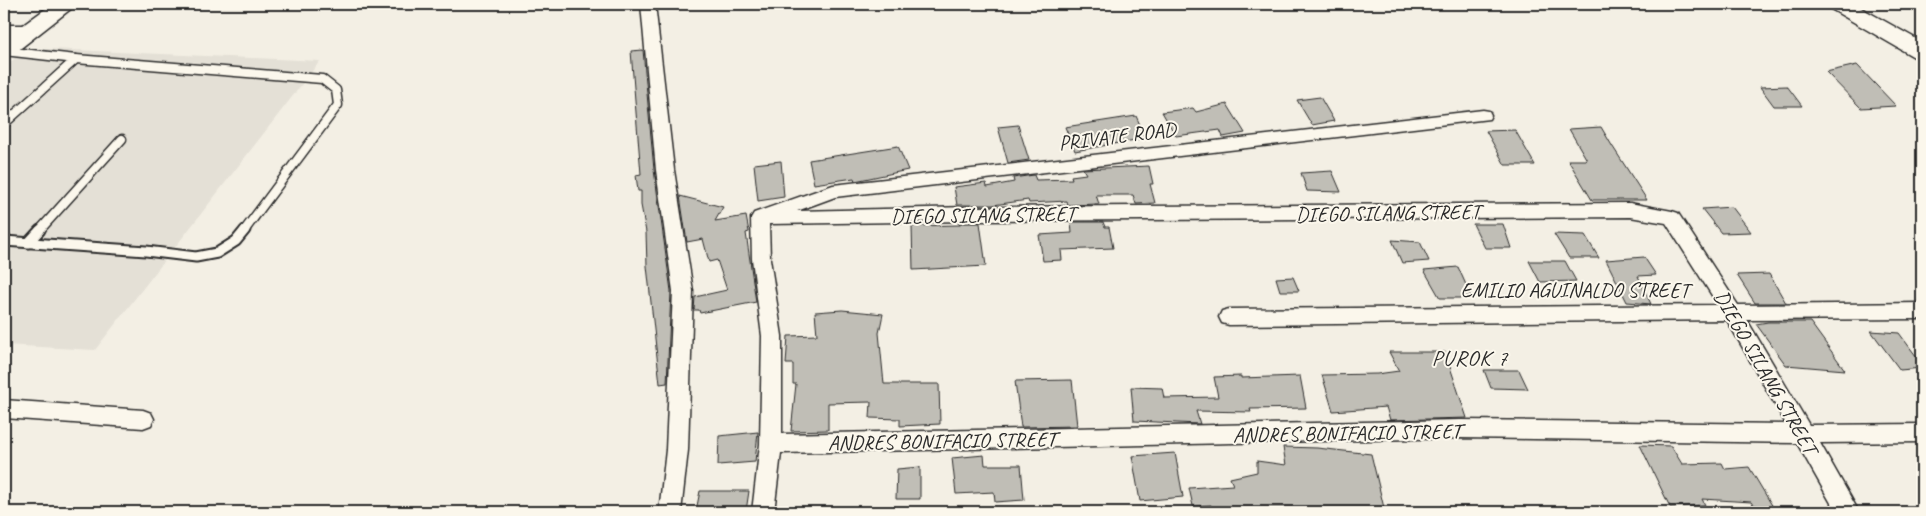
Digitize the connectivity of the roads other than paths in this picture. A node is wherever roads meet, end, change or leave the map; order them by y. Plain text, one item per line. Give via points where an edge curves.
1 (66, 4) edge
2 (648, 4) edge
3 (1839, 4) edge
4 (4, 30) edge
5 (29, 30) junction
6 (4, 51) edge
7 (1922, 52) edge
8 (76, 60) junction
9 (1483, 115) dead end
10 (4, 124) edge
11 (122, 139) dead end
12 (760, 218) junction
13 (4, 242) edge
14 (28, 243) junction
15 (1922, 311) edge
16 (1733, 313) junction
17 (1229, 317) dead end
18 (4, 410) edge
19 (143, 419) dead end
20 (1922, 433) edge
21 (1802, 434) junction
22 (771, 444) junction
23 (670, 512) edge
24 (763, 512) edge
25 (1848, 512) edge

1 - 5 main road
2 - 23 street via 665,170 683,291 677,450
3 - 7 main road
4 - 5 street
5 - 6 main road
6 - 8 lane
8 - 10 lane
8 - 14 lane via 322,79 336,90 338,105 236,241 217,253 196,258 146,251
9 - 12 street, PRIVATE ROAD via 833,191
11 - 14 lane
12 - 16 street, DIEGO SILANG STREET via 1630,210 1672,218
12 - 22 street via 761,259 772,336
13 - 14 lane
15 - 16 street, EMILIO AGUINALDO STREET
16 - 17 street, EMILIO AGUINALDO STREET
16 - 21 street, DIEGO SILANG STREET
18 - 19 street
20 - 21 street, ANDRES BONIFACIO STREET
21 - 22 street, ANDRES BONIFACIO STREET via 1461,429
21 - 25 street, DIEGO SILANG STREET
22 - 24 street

+++++

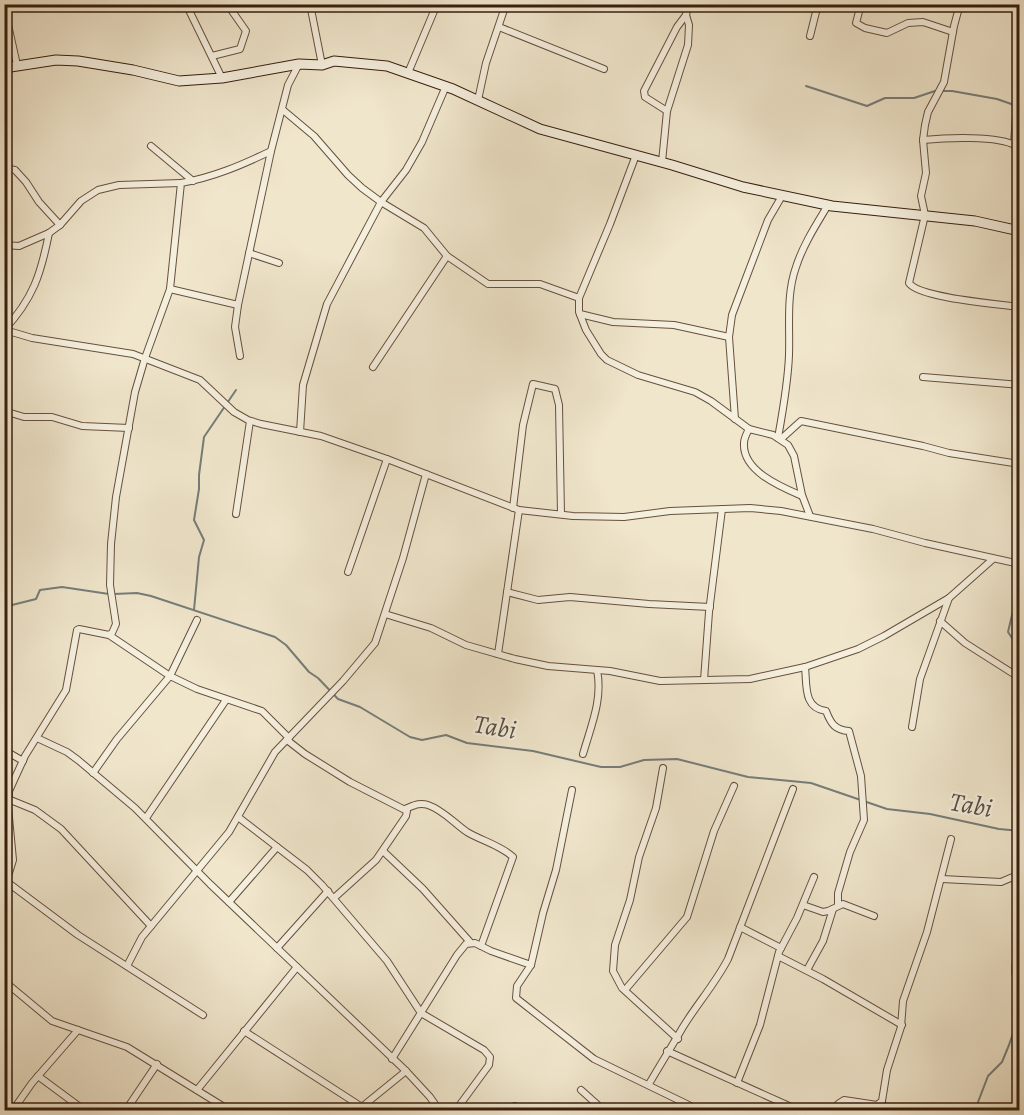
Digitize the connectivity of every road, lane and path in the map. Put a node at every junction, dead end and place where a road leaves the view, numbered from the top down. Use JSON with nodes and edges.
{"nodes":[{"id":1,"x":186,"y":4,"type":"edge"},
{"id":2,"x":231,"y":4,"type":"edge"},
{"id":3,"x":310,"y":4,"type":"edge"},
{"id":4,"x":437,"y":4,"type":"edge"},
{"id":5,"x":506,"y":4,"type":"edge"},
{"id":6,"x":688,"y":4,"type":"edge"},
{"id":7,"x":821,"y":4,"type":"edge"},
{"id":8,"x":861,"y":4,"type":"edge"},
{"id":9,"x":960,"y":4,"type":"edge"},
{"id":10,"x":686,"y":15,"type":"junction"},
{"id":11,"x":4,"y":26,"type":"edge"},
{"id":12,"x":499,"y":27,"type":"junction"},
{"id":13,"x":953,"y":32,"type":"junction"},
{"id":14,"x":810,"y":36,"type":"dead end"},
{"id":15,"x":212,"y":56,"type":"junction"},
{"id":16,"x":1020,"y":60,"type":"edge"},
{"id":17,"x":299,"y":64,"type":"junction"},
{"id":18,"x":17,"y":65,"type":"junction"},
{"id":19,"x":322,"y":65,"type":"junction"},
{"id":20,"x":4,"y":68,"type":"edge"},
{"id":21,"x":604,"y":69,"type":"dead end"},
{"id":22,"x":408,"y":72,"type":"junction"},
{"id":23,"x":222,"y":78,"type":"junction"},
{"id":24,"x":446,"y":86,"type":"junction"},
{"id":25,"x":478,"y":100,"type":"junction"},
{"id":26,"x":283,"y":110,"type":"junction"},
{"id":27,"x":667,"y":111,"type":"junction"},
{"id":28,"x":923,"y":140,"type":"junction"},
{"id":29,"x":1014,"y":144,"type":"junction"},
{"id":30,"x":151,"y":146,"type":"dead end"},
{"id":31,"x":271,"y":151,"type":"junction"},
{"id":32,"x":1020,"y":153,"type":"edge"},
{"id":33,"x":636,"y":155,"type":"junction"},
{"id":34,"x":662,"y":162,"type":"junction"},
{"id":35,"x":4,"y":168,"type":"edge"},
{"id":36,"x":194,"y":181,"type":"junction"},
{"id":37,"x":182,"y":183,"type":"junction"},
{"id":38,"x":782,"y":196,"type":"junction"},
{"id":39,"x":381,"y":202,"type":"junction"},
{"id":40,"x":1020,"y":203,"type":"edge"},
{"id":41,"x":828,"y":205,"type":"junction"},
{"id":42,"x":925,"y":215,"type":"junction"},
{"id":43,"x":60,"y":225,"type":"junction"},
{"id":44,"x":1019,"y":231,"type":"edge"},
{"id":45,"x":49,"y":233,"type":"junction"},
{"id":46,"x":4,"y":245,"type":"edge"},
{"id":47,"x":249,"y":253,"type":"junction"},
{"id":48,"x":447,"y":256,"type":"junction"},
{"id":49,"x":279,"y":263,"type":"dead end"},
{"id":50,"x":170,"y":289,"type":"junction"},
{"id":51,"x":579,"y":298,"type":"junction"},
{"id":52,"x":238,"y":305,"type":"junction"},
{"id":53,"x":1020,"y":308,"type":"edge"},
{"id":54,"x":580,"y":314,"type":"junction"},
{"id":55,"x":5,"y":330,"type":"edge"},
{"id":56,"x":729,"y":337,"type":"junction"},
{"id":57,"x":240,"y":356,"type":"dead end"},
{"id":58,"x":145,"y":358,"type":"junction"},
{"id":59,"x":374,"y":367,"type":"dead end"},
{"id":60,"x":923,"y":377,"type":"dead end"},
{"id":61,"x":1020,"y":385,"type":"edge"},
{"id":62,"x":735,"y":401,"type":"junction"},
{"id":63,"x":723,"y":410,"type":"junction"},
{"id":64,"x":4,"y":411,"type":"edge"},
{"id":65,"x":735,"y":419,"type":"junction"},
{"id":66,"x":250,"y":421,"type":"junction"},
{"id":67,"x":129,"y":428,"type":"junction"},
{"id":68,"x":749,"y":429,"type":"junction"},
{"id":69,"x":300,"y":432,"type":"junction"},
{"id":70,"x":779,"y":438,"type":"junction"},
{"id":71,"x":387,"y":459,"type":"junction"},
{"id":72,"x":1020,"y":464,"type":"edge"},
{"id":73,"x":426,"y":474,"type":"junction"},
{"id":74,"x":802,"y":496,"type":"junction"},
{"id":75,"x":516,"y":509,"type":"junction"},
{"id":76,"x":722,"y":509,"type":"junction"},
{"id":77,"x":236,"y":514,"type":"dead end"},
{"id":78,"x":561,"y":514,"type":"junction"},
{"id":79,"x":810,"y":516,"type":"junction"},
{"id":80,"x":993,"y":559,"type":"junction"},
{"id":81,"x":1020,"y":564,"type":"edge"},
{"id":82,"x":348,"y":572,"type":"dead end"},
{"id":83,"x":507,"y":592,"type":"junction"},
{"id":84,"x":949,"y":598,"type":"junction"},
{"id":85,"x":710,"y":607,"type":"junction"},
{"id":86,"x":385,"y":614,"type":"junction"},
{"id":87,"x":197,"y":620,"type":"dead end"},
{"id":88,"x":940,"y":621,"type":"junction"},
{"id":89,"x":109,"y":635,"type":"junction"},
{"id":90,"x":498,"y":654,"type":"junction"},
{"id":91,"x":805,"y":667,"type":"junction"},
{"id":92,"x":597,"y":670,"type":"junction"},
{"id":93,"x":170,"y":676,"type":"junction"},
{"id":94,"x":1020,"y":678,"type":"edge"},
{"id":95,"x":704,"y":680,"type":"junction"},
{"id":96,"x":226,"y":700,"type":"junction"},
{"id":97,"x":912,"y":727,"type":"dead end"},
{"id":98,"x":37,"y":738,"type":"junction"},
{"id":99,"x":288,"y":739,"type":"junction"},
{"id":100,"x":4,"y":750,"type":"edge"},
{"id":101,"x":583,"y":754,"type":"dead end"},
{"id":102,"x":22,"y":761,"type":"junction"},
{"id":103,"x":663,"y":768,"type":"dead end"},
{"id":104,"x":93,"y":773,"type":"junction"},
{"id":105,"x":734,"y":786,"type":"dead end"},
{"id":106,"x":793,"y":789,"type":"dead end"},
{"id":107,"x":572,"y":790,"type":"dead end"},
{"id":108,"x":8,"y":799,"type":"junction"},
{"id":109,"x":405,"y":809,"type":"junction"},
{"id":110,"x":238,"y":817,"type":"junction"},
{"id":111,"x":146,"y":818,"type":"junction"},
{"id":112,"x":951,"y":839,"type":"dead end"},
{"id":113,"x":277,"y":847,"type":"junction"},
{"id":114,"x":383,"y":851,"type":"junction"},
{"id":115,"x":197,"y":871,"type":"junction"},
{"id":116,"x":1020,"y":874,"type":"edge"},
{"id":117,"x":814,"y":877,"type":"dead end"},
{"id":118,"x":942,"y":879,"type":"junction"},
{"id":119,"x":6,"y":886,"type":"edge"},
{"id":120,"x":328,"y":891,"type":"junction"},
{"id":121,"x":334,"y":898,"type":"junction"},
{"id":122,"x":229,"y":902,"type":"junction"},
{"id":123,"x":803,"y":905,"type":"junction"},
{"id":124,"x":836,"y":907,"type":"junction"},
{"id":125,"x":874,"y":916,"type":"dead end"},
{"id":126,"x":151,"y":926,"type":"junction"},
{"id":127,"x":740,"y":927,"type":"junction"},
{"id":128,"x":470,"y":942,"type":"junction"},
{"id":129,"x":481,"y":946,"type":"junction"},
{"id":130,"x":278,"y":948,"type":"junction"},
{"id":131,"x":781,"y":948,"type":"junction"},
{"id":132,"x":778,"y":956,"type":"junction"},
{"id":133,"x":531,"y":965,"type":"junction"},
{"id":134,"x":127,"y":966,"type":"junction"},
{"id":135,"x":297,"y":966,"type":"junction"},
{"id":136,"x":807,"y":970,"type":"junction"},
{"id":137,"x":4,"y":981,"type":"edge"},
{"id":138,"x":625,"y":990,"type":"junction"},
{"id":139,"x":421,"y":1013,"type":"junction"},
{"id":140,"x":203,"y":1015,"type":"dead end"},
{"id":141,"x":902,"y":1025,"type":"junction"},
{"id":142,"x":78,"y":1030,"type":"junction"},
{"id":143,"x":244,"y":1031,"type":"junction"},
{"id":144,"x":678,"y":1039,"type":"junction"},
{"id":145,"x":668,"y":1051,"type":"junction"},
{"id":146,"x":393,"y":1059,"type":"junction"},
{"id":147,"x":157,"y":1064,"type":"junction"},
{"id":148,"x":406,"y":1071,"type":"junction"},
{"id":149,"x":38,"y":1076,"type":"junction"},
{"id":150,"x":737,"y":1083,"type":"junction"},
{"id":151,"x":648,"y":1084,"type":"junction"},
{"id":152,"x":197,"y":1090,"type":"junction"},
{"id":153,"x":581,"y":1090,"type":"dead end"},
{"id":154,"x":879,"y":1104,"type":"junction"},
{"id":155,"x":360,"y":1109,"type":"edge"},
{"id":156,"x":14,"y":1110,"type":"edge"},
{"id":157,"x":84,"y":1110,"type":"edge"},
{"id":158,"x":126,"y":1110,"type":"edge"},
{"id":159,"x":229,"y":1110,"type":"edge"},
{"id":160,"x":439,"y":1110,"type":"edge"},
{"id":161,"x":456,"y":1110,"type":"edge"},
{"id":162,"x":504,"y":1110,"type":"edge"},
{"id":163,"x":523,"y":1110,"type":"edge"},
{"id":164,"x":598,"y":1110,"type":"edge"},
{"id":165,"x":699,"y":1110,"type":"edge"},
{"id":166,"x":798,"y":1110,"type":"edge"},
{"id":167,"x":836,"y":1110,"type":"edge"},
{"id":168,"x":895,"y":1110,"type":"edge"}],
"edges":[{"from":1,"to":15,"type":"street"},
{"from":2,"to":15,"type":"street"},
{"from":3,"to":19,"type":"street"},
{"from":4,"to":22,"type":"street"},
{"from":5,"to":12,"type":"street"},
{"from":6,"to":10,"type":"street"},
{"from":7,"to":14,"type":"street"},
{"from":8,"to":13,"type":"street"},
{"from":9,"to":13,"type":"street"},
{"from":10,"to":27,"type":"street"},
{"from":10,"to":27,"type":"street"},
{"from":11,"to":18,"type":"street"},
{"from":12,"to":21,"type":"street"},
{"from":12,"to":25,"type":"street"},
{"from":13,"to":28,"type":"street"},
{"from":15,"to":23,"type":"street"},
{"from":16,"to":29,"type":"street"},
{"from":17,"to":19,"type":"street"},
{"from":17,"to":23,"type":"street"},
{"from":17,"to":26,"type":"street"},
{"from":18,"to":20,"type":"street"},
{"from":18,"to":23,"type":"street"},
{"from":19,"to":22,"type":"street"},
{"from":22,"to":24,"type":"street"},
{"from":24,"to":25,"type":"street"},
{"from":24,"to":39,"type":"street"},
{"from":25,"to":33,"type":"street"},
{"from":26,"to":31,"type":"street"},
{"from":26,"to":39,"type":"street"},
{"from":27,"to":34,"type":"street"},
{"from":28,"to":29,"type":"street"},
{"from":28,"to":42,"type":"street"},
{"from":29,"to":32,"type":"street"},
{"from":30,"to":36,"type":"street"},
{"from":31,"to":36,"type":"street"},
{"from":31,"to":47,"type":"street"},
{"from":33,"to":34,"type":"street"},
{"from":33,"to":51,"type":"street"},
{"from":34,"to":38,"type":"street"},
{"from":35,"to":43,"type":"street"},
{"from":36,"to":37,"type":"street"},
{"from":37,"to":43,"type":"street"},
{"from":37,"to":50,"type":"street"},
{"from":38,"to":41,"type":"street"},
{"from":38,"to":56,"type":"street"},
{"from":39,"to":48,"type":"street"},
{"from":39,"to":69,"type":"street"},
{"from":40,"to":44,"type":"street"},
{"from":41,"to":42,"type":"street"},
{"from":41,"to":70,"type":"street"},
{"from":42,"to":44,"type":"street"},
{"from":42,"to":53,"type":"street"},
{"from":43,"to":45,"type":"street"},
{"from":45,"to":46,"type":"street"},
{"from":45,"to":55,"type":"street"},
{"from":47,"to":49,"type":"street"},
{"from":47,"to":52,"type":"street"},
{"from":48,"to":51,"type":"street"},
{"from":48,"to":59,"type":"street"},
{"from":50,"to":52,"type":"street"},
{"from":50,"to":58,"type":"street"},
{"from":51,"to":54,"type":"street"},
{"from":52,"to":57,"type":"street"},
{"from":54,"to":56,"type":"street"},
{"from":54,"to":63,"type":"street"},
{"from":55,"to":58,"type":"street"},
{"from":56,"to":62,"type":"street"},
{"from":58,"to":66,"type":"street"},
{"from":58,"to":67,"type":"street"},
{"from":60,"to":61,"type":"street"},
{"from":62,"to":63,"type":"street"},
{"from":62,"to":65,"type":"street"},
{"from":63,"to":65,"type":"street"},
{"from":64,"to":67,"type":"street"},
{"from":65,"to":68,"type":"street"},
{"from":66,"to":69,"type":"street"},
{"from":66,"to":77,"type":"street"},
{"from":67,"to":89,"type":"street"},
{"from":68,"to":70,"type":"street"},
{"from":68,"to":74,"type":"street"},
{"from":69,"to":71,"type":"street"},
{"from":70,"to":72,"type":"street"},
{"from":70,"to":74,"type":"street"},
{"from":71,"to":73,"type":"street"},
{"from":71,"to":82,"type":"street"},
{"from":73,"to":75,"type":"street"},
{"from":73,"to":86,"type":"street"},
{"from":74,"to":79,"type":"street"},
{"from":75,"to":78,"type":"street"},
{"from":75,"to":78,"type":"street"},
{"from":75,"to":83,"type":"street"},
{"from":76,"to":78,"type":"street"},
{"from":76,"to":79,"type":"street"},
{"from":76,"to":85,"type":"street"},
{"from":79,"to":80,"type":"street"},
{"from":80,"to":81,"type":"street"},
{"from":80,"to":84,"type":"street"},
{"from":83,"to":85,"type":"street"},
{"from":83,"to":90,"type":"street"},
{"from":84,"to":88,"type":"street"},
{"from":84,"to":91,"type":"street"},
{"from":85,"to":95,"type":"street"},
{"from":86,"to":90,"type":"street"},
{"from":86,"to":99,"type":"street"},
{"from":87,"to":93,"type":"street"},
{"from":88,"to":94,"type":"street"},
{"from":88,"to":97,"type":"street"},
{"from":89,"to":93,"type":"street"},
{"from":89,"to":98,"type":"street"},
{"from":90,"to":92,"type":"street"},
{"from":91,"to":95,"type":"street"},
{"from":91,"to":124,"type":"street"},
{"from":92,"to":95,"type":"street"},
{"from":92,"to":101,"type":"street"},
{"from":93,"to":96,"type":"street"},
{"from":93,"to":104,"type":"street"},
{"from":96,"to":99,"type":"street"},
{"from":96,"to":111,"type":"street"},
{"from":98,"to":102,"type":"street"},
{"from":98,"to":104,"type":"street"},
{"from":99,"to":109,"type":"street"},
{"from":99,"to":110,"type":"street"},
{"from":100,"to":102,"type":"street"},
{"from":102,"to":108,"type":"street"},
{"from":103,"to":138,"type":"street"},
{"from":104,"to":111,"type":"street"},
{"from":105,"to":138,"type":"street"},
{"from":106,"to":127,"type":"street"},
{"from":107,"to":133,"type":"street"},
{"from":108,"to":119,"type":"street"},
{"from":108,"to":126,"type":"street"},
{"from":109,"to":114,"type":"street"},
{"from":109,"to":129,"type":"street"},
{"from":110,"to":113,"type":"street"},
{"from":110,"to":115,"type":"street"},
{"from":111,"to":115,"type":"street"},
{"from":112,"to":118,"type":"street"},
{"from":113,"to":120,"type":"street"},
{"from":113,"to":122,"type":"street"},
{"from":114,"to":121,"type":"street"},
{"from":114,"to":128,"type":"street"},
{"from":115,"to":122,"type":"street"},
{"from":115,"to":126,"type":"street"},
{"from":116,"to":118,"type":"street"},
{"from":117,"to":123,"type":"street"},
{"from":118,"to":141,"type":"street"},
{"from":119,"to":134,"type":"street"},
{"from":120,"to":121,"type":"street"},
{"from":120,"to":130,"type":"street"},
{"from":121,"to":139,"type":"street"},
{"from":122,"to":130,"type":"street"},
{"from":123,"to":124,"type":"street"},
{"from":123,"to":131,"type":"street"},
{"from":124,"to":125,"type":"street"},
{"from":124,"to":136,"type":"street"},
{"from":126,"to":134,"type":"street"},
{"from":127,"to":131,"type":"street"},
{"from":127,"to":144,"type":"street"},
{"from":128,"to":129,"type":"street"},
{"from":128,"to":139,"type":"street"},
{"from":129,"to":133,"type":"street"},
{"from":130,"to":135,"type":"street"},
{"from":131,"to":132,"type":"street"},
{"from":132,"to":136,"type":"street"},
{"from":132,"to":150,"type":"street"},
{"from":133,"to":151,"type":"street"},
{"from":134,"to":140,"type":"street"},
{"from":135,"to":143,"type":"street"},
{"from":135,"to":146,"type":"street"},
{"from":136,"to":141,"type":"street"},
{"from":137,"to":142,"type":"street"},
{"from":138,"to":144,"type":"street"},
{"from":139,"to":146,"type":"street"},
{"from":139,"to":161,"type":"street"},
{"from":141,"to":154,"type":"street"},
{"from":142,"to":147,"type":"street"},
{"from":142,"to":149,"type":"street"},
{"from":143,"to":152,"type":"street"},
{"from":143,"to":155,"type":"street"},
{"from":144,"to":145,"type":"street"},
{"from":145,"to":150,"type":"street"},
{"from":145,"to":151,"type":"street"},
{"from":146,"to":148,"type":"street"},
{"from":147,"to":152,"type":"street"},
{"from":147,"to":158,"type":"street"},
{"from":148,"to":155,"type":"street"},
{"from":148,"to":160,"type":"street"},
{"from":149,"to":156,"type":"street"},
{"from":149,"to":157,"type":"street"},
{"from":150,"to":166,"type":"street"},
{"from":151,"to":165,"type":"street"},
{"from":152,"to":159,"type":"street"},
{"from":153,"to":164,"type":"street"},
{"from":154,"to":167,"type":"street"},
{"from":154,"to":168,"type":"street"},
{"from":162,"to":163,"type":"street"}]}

+++++

● **ASSIGNMENT**: Looking at the entries above, copy out every line in which "main" occurs.

● **FINAL ANSWER**:
1 - 5 main road
3 - 7 main road
5 - 6 main road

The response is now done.